***** Supplied material *****

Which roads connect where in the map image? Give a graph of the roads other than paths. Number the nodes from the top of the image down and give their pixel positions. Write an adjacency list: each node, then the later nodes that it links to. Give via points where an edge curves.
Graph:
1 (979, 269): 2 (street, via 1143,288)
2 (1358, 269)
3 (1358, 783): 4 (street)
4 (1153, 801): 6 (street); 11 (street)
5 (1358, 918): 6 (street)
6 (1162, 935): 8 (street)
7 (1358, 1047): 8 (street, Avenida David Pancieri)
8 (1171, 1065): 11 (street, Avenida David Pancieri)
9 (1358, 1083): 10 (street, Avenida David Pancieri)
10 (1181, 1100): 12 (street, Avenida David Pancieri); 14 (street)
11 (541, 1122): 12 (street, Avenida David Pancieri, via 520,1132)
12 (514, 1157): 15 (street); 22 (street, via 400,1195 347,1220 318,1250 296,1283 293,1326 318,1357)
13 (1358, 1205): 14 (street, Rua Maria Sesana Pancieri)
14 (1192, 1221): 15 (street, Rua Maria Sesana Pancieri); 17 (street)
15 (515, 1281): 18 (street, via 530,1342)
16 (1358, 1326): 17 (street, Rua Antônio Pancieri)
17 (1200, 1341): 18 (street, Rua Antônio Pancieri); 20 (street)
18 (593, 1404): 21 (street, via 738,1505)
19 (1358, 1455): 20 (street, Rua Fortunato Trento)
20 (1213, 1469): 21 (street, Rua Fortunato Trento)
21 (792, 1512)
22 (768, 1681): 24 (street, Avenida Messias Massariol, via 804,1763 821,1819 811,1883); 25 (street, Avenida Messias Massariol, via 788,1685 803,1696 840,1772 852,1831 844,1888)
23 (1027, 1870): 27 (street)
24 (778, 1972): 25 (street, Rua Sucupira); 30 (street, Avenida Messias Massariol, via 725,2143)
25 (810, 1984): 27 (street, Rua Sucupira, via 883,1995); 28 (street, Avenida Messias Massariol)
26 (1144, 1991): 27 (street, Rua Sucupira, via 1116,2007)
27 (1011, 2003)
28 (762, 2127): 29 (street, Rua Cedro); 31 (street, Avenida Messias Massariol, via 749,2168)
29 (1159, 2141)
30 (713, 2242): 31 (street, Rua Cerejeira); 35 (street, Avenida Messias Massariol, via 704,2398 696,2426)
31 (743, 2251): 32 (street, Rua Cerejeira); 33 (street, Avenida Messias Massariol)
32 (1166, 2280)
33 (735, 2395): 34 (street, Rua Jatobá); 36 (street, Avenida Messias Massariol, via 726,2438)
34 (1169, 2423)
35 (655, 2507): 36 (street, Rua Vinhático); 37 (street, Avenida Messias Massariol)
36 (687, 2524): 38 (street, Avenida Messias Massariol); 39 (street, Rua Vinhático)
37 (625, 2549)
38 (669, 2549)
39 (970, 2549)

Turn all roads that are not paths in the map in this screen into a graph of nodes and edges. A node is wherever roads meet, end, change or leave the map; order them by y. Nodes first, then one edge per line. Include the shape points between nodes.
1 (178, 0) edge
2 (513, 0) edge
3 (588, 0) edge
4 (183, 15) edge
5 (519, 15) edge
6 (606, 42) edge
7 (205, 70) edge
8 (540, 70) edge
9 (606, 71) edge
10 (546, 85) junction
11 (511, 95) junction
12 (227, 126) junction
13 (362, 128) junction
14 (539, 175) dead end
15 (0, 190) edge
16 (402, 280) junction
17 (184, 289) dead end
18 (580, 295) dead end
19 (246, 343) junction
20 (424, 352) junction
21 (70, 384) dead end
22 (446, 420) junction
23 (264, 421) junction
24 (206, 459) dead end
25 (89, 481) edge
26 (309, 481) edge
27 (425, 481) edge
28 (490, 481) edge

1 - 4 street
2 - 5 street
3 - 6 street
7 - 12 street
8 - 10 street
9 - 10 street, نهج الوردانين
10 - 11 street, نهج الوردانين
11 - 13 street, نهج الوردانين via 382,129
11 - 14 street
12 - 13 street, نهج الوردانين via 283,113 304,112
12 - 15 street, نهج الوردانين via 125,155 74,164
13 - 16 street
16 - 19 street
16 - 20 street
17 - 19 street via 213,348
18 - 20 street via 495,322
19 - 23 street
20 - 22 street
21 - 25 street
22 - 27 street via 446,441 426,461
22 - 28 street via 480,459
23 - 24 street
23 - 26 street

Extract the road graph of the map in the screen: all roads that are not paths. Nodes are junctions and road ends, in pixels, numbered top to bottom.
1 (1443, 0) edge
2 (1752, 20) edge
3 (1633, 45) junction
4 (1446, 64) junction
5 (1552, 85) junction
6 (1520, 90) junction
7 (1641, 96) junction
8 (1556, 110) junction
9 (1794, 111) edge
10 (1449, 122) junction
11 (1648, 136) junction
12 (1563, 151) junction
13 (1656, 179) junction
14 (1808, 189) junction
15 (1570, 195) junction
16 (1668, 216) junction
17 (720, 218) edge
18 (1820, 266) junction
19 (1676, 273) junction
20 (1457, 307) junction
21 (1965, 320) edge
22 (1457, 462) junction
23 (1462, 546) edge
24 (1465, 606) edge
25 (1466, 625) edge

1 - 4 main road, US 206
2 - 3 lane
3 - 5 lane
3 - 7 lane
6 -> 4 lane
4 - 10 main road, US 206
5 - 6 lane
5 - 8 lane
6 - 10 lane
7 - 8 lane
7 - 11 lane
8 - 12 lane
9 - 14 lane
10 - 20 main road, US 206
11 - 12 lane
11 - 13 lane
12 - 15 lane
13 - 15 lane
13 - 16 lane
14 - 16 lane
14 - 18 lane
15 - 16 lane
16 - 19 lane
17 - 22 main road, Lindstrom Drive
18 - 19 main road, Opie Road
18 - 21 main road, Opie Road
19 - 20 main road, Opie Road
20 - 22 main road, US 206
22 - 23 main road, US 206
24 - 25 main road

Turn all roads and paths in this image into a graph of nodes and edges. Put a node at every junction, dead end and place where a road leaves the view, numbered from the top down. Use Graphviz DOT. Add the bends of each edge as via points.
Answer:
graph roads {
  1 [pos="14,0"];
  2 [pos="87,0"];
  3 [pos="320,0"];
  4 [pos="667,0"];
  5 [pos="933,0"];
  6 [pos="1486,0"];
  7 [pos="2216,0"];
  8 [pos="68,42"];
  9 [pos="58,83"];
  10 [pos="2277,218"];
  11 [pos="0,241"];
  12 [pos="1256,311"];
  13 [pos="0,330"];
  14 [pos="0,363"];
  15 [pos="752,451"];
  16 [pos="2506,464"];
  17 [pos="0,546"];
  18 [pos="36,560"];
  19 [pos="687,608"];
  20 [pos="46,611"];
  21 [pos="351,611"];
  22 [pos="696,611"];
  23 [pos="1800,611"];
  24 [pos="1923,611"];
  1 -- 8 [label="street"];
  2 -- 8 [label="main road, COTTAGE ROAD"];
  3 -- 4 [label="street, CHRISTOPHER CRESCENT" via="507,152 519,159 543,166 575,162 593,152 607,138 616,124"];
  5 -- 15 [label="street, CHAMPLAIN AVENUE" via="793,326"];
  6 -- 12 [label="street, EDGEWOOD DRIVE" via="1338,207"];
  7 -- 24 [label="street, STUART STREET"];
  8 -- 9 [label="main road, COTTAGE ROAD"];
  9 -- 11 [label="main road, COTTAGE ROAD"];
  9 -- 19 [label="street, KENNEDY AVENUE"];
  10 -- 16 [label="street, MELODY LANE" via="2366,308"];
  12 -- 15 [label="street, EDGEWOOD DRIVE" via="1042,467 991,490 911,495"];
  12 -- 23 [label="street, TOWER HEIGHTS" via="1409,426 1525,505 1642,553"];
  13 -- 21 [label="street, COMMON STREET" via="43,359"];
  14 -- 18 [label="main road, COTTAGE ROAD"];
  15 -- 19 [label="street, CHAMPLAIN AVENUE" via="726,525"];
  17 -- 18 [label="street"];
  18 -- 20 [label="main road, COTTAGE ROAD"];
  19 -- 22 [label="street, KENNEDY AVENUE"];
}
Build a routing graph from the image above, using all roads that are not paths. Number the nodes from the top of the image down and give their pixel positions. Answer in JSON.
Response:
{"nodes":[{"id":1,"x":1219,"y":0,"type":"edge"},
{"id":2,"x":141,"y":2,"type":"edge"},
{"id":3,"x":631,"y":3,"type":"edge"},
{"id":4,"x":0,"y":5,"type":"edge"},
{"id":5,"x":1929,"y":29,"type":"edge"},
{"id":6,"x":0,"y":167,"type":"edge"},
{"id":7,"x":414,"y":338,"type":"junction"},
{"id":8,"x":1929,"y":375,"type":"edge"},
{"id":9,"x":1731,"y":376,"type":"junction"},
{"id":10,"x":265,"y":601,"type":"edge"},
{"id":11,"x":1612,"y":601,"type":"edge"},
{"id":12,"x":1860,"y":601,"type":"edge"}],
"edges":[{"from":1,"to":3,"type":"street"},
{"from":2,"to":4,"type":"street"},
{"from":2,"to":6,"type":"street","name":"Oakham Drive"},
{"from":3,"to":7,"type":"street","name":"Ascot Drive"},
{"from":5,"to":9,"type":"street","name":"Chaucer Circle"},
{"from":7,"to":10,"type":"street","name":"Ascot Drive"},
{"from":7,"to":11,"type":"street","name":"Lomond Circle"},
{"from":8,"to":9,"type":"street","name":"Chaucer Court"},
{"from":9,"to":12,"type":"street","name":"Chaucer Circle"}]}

*****

#### Activity:
Only the lines from the one holding "Build a routing" through the final line of the entries, both included, should be given again, word for word.

#### Response to this task:
Build a routing graph from the image above, using all roads that are not paths. Number the nodes from the top of the image down and give their pixel positions. Answer in JSON.
Response:
{"nodes":[{"id":1,"x":1219,"y":0,"type":"edge"},
{"id":2,"x":141,"y":2,"type":"edge"},
{"id":3,"x":631,"y":3,"type":"edge"},
{"id":4,"x":0,"y":5,"type":"edge"},
{"id":5,"x":1929,"y":29,"type":"edge"},
{"id":6,"x":0,"y":167,"type":"edge"},
{"id":7,"x":414,"y":338,"type":"junction"},
{"id":8,"x":1929,"y":375,"type":"edge"},
{"id":9,"x":1731,"y":376,"type":"junction"},
{"id":10,"x":265,"y":601,"type":"edge"},
{"id":11,"x":1612,"y":601,"type":"edge"},
{"id":12,"x":1860,"y":601,"type":"edge"}],
"edges":[{"from":1,"to":3,"type":"street"},
{"from":2,"to":4,"type":"street"},
{"from":2,"to":6,"type":"street","name":"Oakham Drive"},
{"from":3,"to":7,"type":"street","name":"Ascot Drive"},
{"from":5,"to":9,"type":"street","name":"Chaucer Circle"},
{"from":7,"to":10,"type":"street","name":"Ascot Drive"},
{"from":7,"to":11,"type":"street","name":"Lomond Circle"},
{"from":8,"to":9,"type":"street","name":"Chaucer Court"},
{"from":9,"to":12,"type":"street","name":"Chaucer Circle"}]}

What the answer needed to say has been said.